John Byrne, MD, and Mandeep Mehra, MD

John Byrne, MD, chief of  BWH Cardiac Surgery, and Mandeep Mehra, MD,
executive director of BWH Center for Advanced Heart Disease

When a patient experiences cardiogenic shock, a state in which the heart is too weak to pump enough blood to the patient’s organs, timing is everything.

The most common cause of cardiogenic shock is lasting damage to the heart muscle after a heart attack. Only about 7 percent of people who have suffered a heart attack end up experiencing cardiogenic shock, but when it does occur, it is extremely dangerous.

Such patients may arrive at BWH though the Emergency Department or Cardiac Catheterization Lab, or may be transferred from another hospital. From there, they require immediate identification and appropriate triage to an Intensive Care Unit within the Shapiro Cardiovascular Center, where a series of consultations about next steps in the patient’s care plan happen, says Mandeep Mehra, MD, executive director of the Center for Advanced Heart Disease at BWH.

“This is the toughest heart and vascular situation to treat because outcomes are highly variable,” said Mehra. “The multidisciplinary experts needed are spread across the division, and convening everyone for the decision-making process can sometimes take days. The mortality rate of someone coming to the center with cardiogenic shock is 50/50.”

But as of late August, the BWH center began an innovative, experimental program to greatly speed up the decision-making process and attempt to enhance the clinical care of cardiogenic shock patients. It established a strategic approach called Cardiogenic Shock Team Page Activation and the organization of a “Shock Team,” which brings rapid, shared decision-making to the bedside.

The “Shock Team”

The principle of the Shock Team involves a “golden hour of decision-making that is integrated and immediate,” said Mehra. “A patient comes to the Levine Cardiac Intensive Care Unit (LCU) in the Shapiro Cardiovascular Center, and a convergence of consultation between four experts—a critical care cardiologist, an advanced heart failure specialist, a cardiac surgeon with expertise in ECMO and ventricular assist device (VAD) insertion, and an interventional cardiologist capable of acute short-term intervention in the Cath Lab—takes place. It is a vital period of shared decision-making about triaging the patient to the next step that happens immediately.”

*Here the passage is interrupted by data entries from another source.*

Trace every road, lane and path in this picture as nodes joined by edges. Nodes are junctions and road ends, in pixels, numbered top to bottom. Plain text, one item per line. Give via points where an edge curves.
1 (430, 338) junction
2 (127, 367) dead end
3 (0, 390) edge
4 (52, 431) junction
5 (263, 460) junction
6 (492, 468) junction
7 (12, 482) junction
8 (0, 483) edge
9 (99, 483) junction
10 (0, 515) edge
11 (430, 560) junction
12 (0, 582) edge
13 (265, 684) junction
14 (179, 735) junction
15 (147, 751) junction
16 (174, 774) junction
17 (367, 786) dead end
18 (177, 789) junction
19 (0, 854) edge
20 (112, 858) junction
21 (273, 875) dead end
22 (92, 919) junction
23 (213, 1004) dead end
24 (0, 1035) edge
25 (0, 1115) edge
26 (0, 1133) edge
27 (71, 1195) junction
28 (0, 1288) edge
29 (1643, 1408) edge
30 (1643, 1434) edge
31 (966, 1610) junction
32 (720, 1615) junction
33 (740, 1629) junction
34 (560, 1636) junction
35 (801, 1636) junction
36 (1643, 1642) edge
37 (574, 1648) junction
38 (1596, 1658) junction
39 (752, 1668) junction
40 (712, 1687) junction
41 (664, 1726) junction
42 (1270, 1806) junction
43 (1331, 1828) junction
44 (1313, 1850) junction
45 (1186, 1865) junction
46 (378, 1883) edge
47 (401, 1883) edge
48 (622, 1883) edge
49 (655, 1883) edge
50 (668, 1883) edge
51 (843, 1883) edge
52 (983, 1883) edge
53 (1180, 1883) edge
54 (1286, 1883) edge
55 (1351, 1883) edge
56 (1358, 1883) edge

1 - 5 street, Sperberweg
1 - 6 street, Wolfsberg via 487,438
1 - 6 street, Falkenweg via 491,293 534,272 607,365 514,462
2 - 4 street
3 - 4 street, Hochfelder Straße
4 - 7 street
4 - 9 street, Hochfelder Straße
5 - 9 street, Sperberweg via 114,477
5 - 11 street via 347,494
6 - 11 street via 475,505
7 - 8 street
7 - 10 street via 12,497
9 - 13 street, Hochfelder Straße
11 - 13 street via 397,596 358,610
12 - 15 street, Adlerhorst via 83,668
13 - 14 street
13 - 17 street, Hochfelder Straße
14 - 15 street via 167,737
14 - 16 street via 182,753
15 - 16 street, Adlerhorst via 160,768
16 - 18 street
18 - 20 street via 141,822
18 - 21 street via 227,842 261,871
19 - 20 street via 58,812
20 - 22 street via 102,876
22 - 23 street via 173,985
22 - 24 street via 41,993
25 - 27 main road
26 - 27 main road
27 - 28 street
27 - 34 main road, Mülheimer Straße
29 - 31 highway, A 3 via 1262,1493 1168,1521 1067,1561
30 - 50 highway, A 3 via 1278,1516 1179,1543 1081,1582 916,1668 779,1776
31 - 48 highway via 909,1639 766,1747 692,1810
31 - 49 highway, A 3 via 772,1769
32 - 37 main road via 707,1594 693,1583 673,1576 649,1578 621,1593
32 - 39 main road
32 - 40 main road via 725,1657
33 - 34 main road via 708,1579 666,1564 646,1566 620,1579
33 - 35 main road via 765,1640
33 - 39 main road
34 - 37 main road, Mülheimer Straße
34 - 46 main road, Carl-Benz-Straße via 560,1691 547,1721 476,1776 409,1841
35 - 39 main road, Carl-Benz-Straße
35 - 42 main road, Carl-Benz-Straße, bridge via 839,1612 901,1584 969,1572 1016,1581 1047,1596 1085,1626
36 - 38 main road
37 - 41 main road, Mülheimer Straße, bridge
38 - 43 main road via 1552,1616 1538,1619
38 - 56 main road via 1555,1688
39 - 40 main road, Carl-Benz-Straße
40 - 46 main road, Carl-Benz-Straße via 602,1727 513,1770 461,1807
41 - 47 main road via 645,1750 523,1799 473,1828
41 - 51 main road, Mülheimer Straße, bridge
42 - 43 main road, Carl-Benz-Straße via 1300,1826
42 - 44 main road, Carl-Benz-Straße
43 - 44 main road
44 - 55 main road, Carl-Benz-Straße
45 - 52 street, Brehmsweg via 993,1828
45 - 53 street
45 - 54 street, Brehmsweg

As part of the program, when a patient gets transferred to the LCU, a critical care attending will immediately activate a virtual beeper to notify the critical experts of the Shock Team. The four clinicians either come to see the patient directly or consult instantly by phone to discuss next steps. This may lead to sending the patient to the Cardiac Cath Lab for support with a temporary device, or to the operating room for surgery. Ultimately, the system seeks to avoid delays in care and improve care coordination.

Formalizing the Informal

The concept of the Shock Team has been in place at BWH for months. Leading up to August, a team comprised of the Cardiovascular Division’s Ben Scirica, MD, MPH; David Murrow, MD, MPH; Michael Givertz, MD; and Pinak “Binny” Shah, MD, has been working to create standard operating procedures and protocols. Mehra and BWH Chief of Cardiac Surgery John Byrne, MD, oversee all aspects of the program.

“We’ve been working to formalize this multidisciplinary approach for patients with cardiogenic shock that we’ve been practicing informally at the Brigham for the past couple of years,” said Scirica. “Now, it is protocol that all of these physicians come together immediately to discuss these critically ill patients. The Shock Team is an opportunity to bring each of the key clinical specialists into an organized method of consultation in order to provide optimal care for these patients.”

As patient data is gathered, the team hopes to record and track outcomes to continue to improve the quality of care for this population of critical patients.

“Our goal is that if a patient comes here in cardiogenic shock, we will act swiftly and completely change the outcome for him or her,” said Mehra.

Added Scirica: “It will take several months to start seeing patterns and overall utilization of the Shock Team. We’re very interested in understanding how these patients arrive at the Brigham in order to help us improve our outreach to community providers, who send these patients to us. We’re thrilled to be able to provide a more focused, timely and efficient triage and management of critically ill cardiac patients.”